Out with the old guard - Barnes
By Jamie Hunt
Last Updated: 01/01/70 1:00am
Stuart Barnes is pleased the Andy Robinson is picking on form and not reputation.
And now there is 30. Andy Robinson has named his squad for the autumn international series and the overall impression is positive. This selection represents a good start for the England manager. He has jettisoned the faithful he stood by for too long when out of form because of historic loyalty. Too many players for too long, survived in the squad or team due solely to reputation and blind trust.
The net result was a tired and jaded feel to the team. The dropping of players like Julian White and Graham Rowntree of Leicester seems almost a symbolic break with the old order. It may be tough on the individuals involved but it has to be taken as a positive development.
The starting fifteen will be fascinating but before Robinson selects his team there is plenty of rugby to be played. Hopefully form and fitness will merit more consideration as a factor behind selection than it did last year.
Mike Ruddock has a different concern when it comes to picking his team. The enforced rest period that Wales' centrally contracted players have been forced to obey leaves Ruddock with nothing but last season's form to go on as he weighs up his options.
Martyn Williams made a point that professionals take a week or two to hit their stride, an assertion the first two weeks of the Guinness Premiership bore out. With only a month until New Zealand face the Grand Slam champions it leaves perilous little time for players to prove form and Ruddock to accurately evaluate the scant evidence available.
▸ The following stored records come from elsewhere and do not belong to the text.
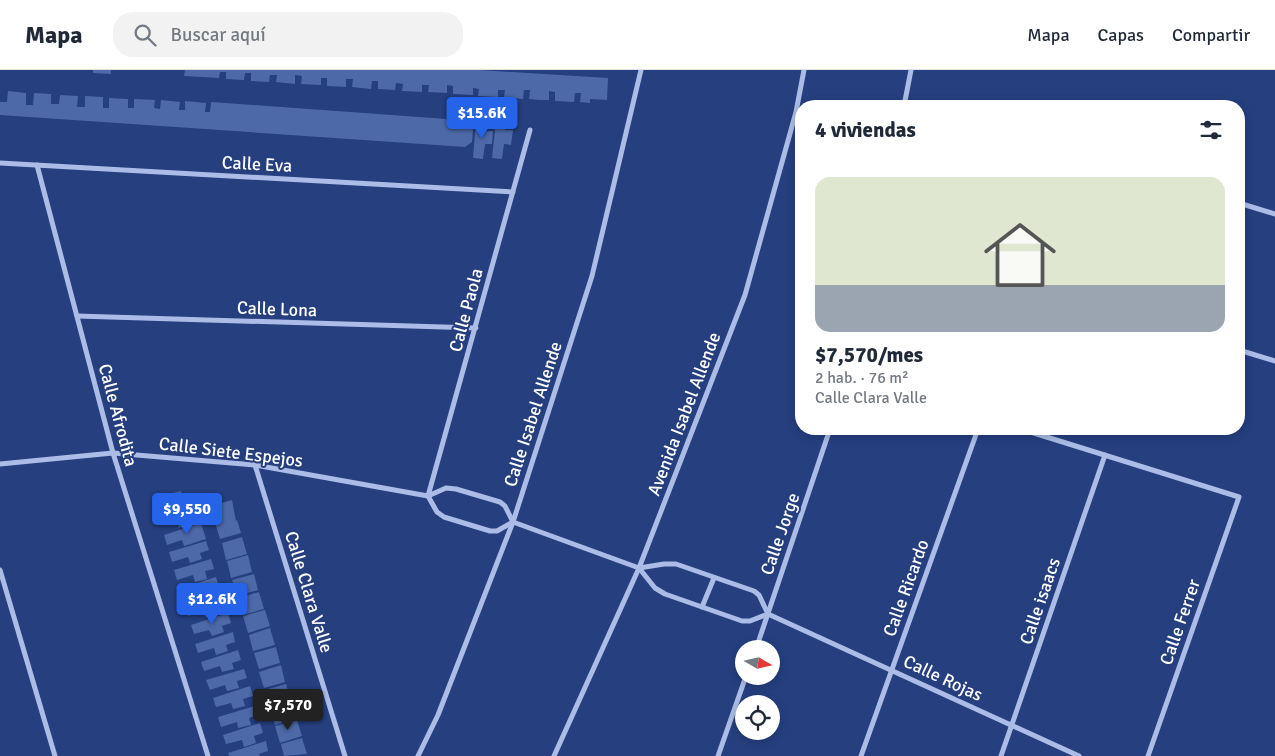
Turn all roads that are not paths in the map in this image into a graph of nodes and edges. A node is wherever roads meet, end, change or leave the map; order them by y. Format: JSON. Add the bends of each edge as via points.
{"nodes":[{"id":1,"x":641,"y":70,"type":"edge"},
{"id":2,"x":804,"y":70,"type":"edge"},
{"id":3,"x":911,"y":70,"type":"edge"},
{"id":4,"x":798,"y":100,"type":"edge"},
{"id":5,"x":906,"y":100,"type":"edge"},
{"id":6,"x":795,"y":116,"type":"edge"},
{"id":7,"x":530,"y":130,"type":"dead end"},
{"id":8,"x":0,"y":163,"type":"edge"},
{"id":9,"x":37,"y":165,"type":"junction"},
{"id":10,"x":513,"y":192,"type":"junction"},
{"id":11,"x":1245,"y":205,"type":"edge"},
{"id":12,"x":1275,"y":214,"type":"edge"},
{"id":13,"x":76,"y":316,"type":"junction"},
{"id":14,"x":476,"y":328,"type":"junction"},
{"id":15,"x":1245,"y":352,"type":"edge"},
{"id":16,"x":1275,"y":361,"type":"edge"},
{"id":17,"x":828,"y":435,"type":"edge"},
{"id":18,"x":976,"y":435,"type":"edge"},
{"id":19,"x":1041,"y":435,"type":"edge"},
{"id":20,"x":113,"y":453,"type":"junction"},
{"id":21,"x":1106,"y":455,"type":"junction"},
{"id":22,"x":0,"y":464,"type":"edge"},
{"id":23,"x":255,"y":466,"type":"junction"},
{"id":24,"x":428,"y":496,"type":"junction"},
{"id":25,"x":513,"y":522,"type":"junction"},
{"id":26,"x":638,"y":568,"type":"junction"},
{"id":27,"x":0,"y":570,"type":"edge"},
{"id":28,"x":714,"y":578,"type":"junction"},
{"id":29,"x":702,"y":607,"type":"junction"},
{"id":30,"x":768,"y":614,"type":"junction"},
{"id":31,"x":759,"y":640,"type":"edge"},
{"id":32,"x":891,"y":670,"type":"junction"},
{"id":33,"x":743,"y":685,"type":"edge"},
{"id":34,"x":1012,"y":725,"type":"junction"},
{"id":35,"x":55,"y":756,"type":"edge"},
{"id":36,"x":208,"y":756,"type":"edge"},
{"id":37,"x":345,"y":756,"type":"edge"},
{"id":38,"x":418,"y":756,"type":"edge"},
{"id":39,"x":554,"y":756,"type":"edge"},
{"id":40,"x":718,"y":756,"type":"edge"},
{"id":41,"x":861,"y":756,"type":"edge"},
{"id":42,"x":1001,"y":756,"type":"edge"},
{"id":43,"x":1079,"y":756,"type":"edge"},
{"id":44,"x":1148,"y":756,"type":"edge"}],
"edges":[{"from":1,"to":25,"type":"street","name":"Calle Isabel Allende","via":[[592,276]]},
{"from":2,"to":4,"type":"street","name":"Avenida Isabel Allende"},
{"from":3,"to":5,"type":"street"},
{"from":6,"to":26,"type":"street","name":"Avenida Isabel Allende","via":[[745,295]]},
{"from":7,"to":10,"type":"street","name":"Calle Paola"},
{"from":8,"to":9,"type":"street","name":"Calle Eva"},
{"from":9,"to":10,"type":"street","name":"Calle Eva"},
{"from":9,"to":13,"type":"street","name":"Calle Afrodita"},
{"from":10,"to":14,"type":"street","name":"Calle Paola"},
{"from":11,"to":12,"type":"street"},
{"from":13,"to":14,"type":"street","name":"Calle Lona"},
{"from":13,"to":20,"type":"street","name":"Calle Afrodita"},
{"from":14,"to":24,"type":"street","name":"Calle Paola"},
{"from":15,"to":16,"type":"street"},
{"from":17,"to":30,"type":"street","name":"Calle Jorge"},
{"from":18,"to":32,"type":"street","name":"Calle Ricardo"},
{"from":19,"to":21,"type":"street"},
{"from":20,"to":22,"type":"street","name":"Calle Siete Espejos"},
{"from":20,"to":23,"type":"street","name":"Calle Siete Espejos"},
{"from":20,"to":36,"type":"street","name":"Calle Afrodita"},
{"from":21,"to":34,"type":"street","name":"Calle isaacs"},
{"from":21,"to":44,"type":"street","name":"Calle Ferrer","via":[[1239,497]]},
{"from":23,"to":24,"type":"street","name":"Calle Siete Espejos"},
{"from":23,"to":37,"type":"street","name":"Calle Clara Valle"},
{"from":24,"to":25,"type":"street","name":"Calle Siete Espejos","via":[[446,488],[465,491],[500,502]]},
{"from":24,"to":25,"type":"street","via":[[436,512],[444,517],[490,531],[498,531]]},
{"from":25,"to":26,"type":"street"},
{"from":25,"to":38,"type":"street","name":"Calle Isabel Allende","via":[[438,715]]},
{"from":26,"to":28,"type":"street","via":[[676,564]]},
{"from":26,"to":29,"type":"street","via":[[655,588]]},
{"from":26,"to":39,"type":"street","name":"Avenida Isabel Allende"},
{"from":27,"to":35,"type":"street"},
{"from":28,"to":29,"type":"street"},
{"from":28,"to":30,"type":"street","via":[[754,591]]},
{"from":29,"to":30,"type":"street","via":[[742,621]]},
{"from":30,"to":31,"type":"street","name":"Calle Jorge"},
{"from":30,"to":32,"type":"street","name":"Calle Rojas"},
{"from":32,"to":34,"type":"street","name":"Calle Rojas"},
{"from":32,"to":41,"type":"street","name":"Calle Ricardo"},
{"from":33,"to":40,"type":"street"},
{"from":34,"to":42,"type":"street","name":"Calle isaacs"},
{"from":34,"to":43,"type":"street","name":"Calle Rojas"}]}
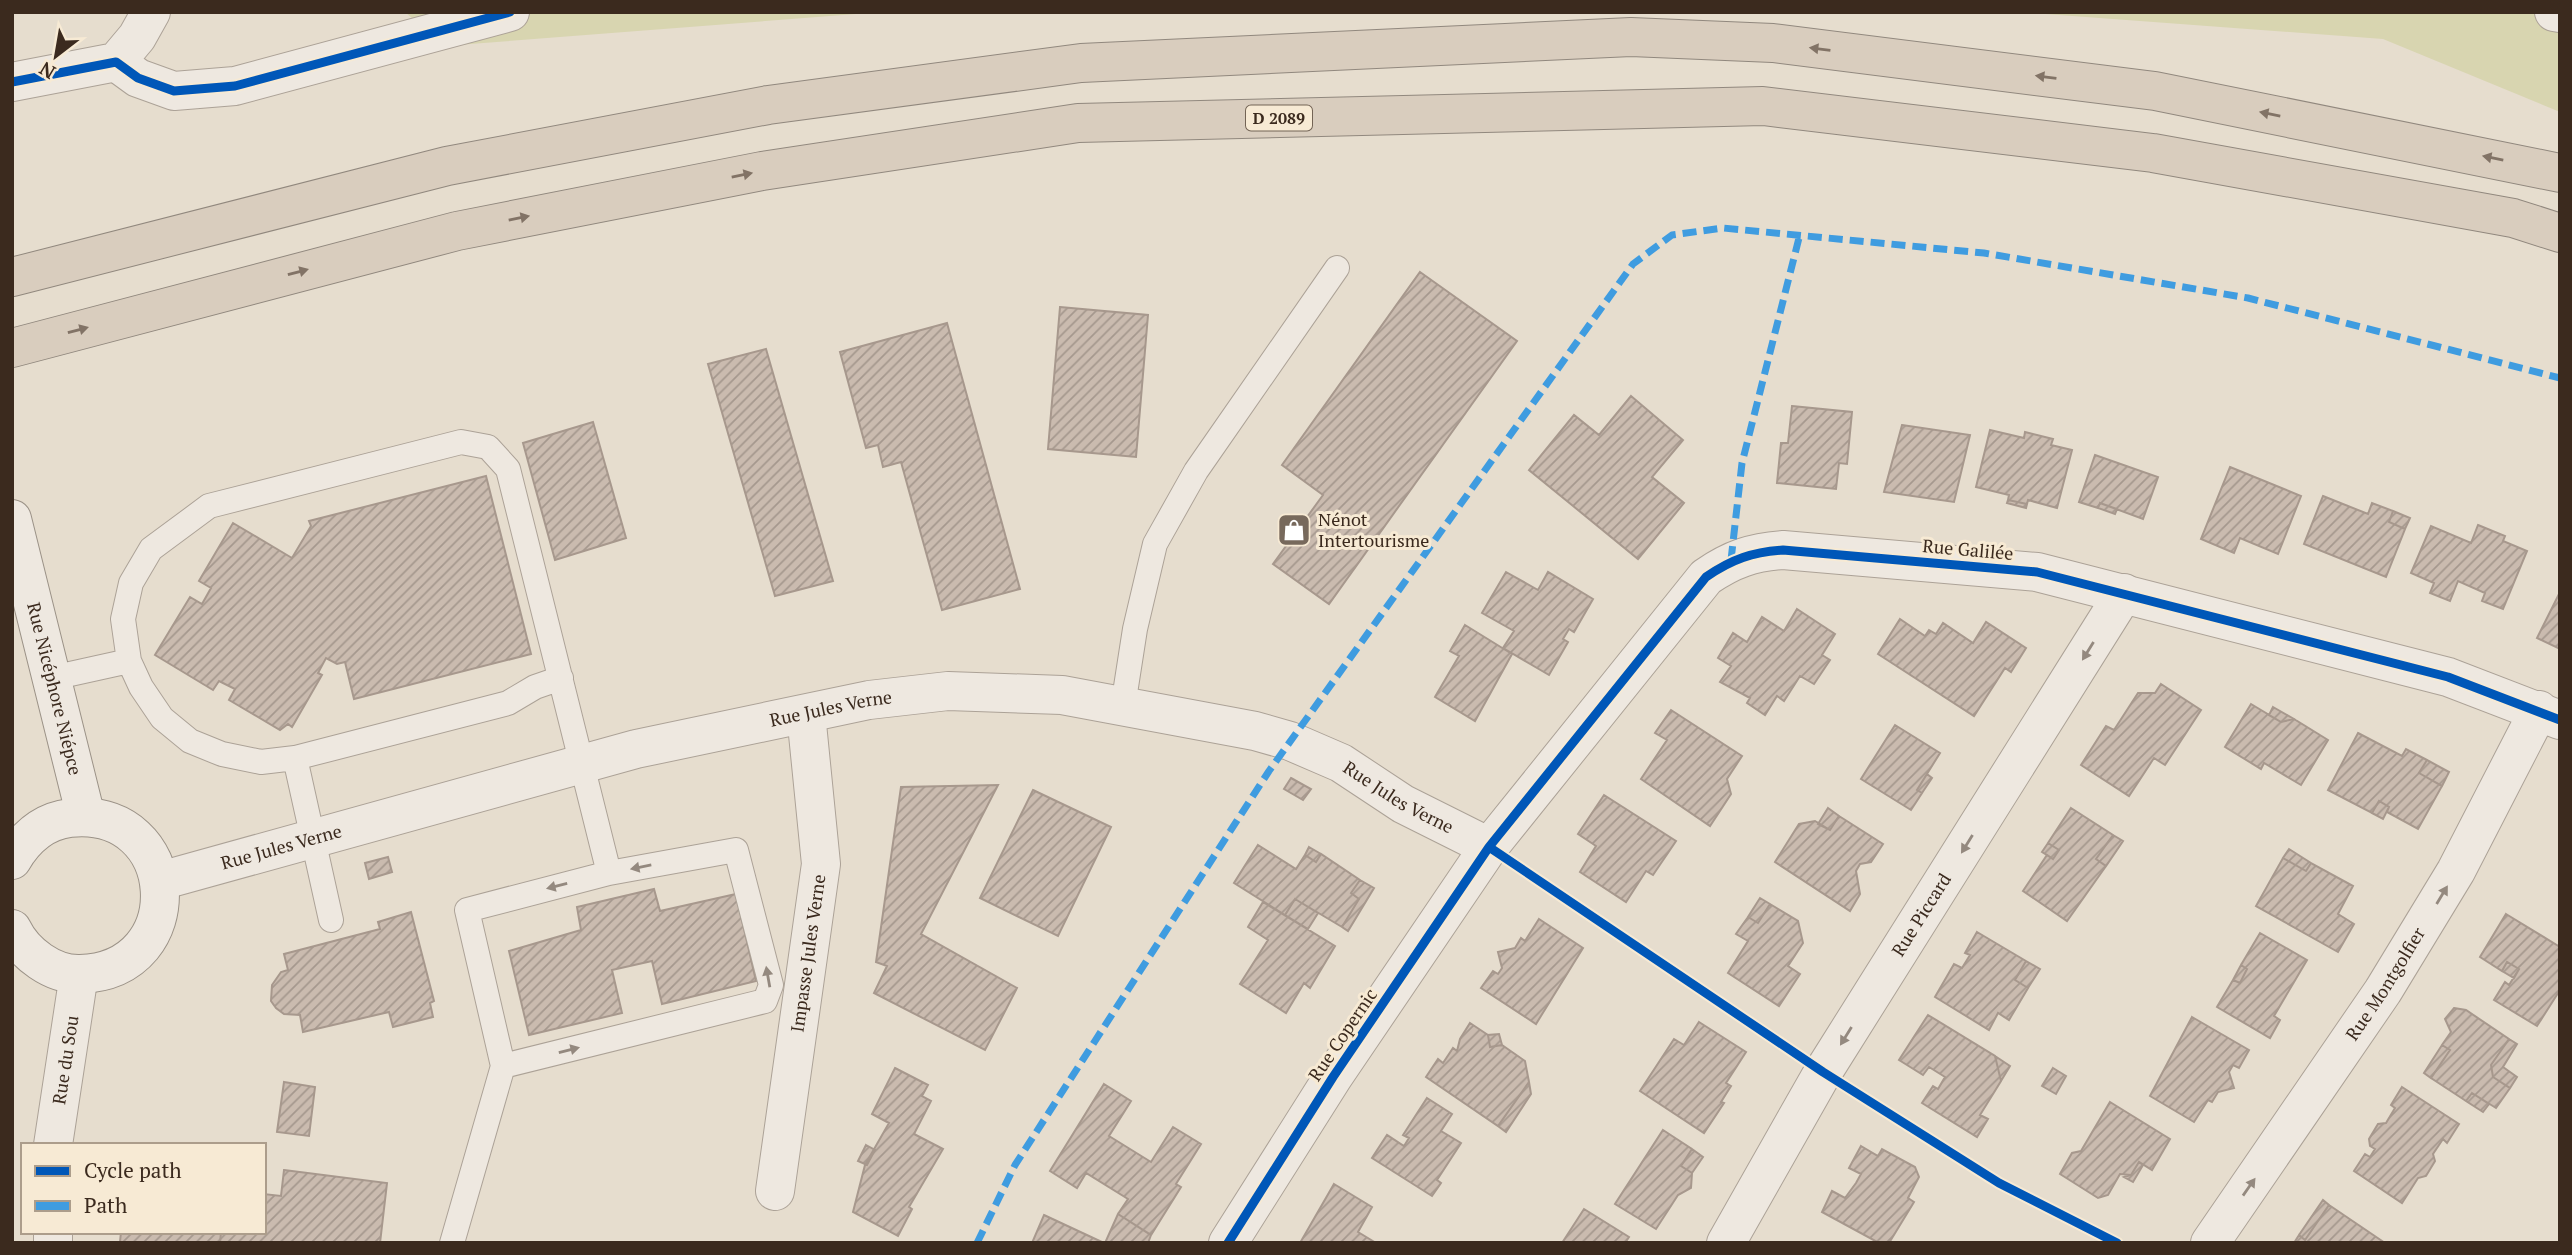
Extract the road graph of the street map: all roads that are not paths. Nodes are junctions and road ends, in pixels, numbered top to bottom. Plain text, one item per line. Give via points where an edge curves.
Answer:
1 (151, 12) edge
2 (510, 12) edge
3 (2554, 12) edge
4 (2560, 13) edge
5 (116, 62) junction
6 (12, 82) edge
7 (2560, 173) edge
8 (2560, 233) edge
9 (1338, 268) dead end
10 (12, 277) edge
11 (12, 348) edge
12 (12, 519) edge
13 (2124, 593) junction
14 (129, 661) junction
15 (52, 678) junction
16 (561, 678) junction
17 (1122, 706) junction
18 (806, 714) junction
19 (2550, 715) edge
20 (295, 758) junction
21 (583, 763) junction
22 (86, 817) junction
23 (311, 837) junction
24 (1489, 847) junction
25 (12, 860) edge
26 (609, 873) junction
27 (160, 880) junction
28 (331, 919) dead end
29 (12, 929) edge
30 (79, 974) junction
31 (503, 1066) junction
32 (53, 1143) edge
33 (775, 1191) dead end
34 (452, 1243) edge
35 (1228, 1243) edge
36 (1726, 1243) edge
37 (2210, 1243) edge

1 - 5 street
2 - 5 street via 235,86 174,91 138,78
3 - 4 street
5 - 6 street
7 -> 10 highway via 2155,91 1773,43 1618,38 1081,63 768,105 447,166
11 -> 8 highway, D 2089 via 457,231 762,171 1078,123 1763,106 2153,153 2513,218
9 - 17 lane via 1196,471 1155,544
12 - 15 street, Rue Nicéphore Niépce
13 - 19 street, Rue Galilée via 2448,677
13 - 24 street, Rue Galilée via 2037,572 1783,550 1731,560 1706,576
13 -> 36 street, Rue Piccard via 1823,1072
14 - 15 lane
14 - 16 lane via 124,619 131,583 151,549 209,506 461,442 488,447 508,470
14 - 20 lane via 162,718 190,741 261,762
15 - 22 street, Rue Nicéphore Niépce
16 - 20 lane via 508,703
16 - 21 lane
17 - 18 street, Rue Jules Verne via 1062,695 948,691 869,700
17 - 24 street, Rue Jules Verne via 1290,741 1341,762 1403,804
18 - 21 street, Rue Jules Verne
18 - 33 street, Impasse Jules Verne via 821,864
37 -> 19 street, Rue Montgolfier via 2383,991
20 - 23 lane
21 - 23 street, Rue Jules Verne
21 - 26 lane
22 - 25 street via 41,828
22 - 27 street via 114,822 136,838 151,855
23 - 27 street, Rue Jules Verne
23 - 28 lane
24 - 35 street, Rue Copernic
26 -> 31 lane via 467,909
31 -> 26 lane via 765,1001 771,985 736,849
27 - 30 street via 157,923 143,946 107,971
29 - 30 street via 36,958 60,971
30 - 32 street, Rue du Sou
31 - 34 lane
The RFU may have bleated about players ignoring the seriously simplified rest period but it could make life easier for Robinson than Ruddock when it comes to taking on the Southern Hemisphere in November.
Now to October and the months first batch of questions...
Have a great week, Stuart Barnes.
England's number two
Stuart, Considering Steve Thompson's lack of form and recent experience in the back-row, are we to assume that Lee Mears is being regarded as England's No.1 hooker? Bath supporters will be aware of his considerable talent and will be thrilled that after so long of playing second fiddle at Bath he is being recognised for his hard work and tenacity. Matt, Bath.
Stuart says: Matt, I think Bath fans will be jumping the gun if they assume Lee Mears is going to leapfrog Thompson into the England starting line up. On bare form there is no real debate but selection is about more than just form. Thompson has long been held in the highest regard by England's selectors, despite indifferent international form last season. That will count against Mears as will the exclusion of Julian White. Minus the Leicester scrummager, Robinson will not want to leave out the experience, bulk and scrum power of Thompson. Also, it should be remembered that whilst his club form is still indifferent, his international performance for the Lions against New Zealand in the second test was one of the better efforts by an Englishman last summer. Taking all this into account, the potent power of the Bath man looks most likely to be utilised from the bench.
Stuart, you made your feelings pretty clear about the uncontested scrums shennanigans on Saturday at Kingsholm, so what in your view is the answer to the problem? Also, what is your view about Dylan Hartley, who was not fit to scrummage on Saturday at 16:00, being named on the bench for an 'A' team game 48 hours later? Might a player who isn't fit to scrummage in a GP game not be best served by an enforced lay-off of a specified period of time (just like a horse that isn't 'off' gets banned from running for 90 days!) Colin Boag, Winchester
Colin, I think we all agree (even the Saints fans) that the visitors found a loophole outside the spirit of the sport and exploited it. It is easy to tut and condemn and many have, but this is a serious business and sportsmen will show no less compunction that say, a businessman, in finding a loophole to prevent paying taxes. These guys are paid for results and whilst neutrals might not like it, I can understand the cynical attitude of the Saints touchline. They are not the first to scramble the rules regarding the scrum and nor will they be the last until perhaps a specialist 8th sub is added, available only as an extra front row cover...If the team still claim to be incapable of scrumming with three covering front row players, then the referee, if suspicious, has the ability to give the opposition a penalty on every put in.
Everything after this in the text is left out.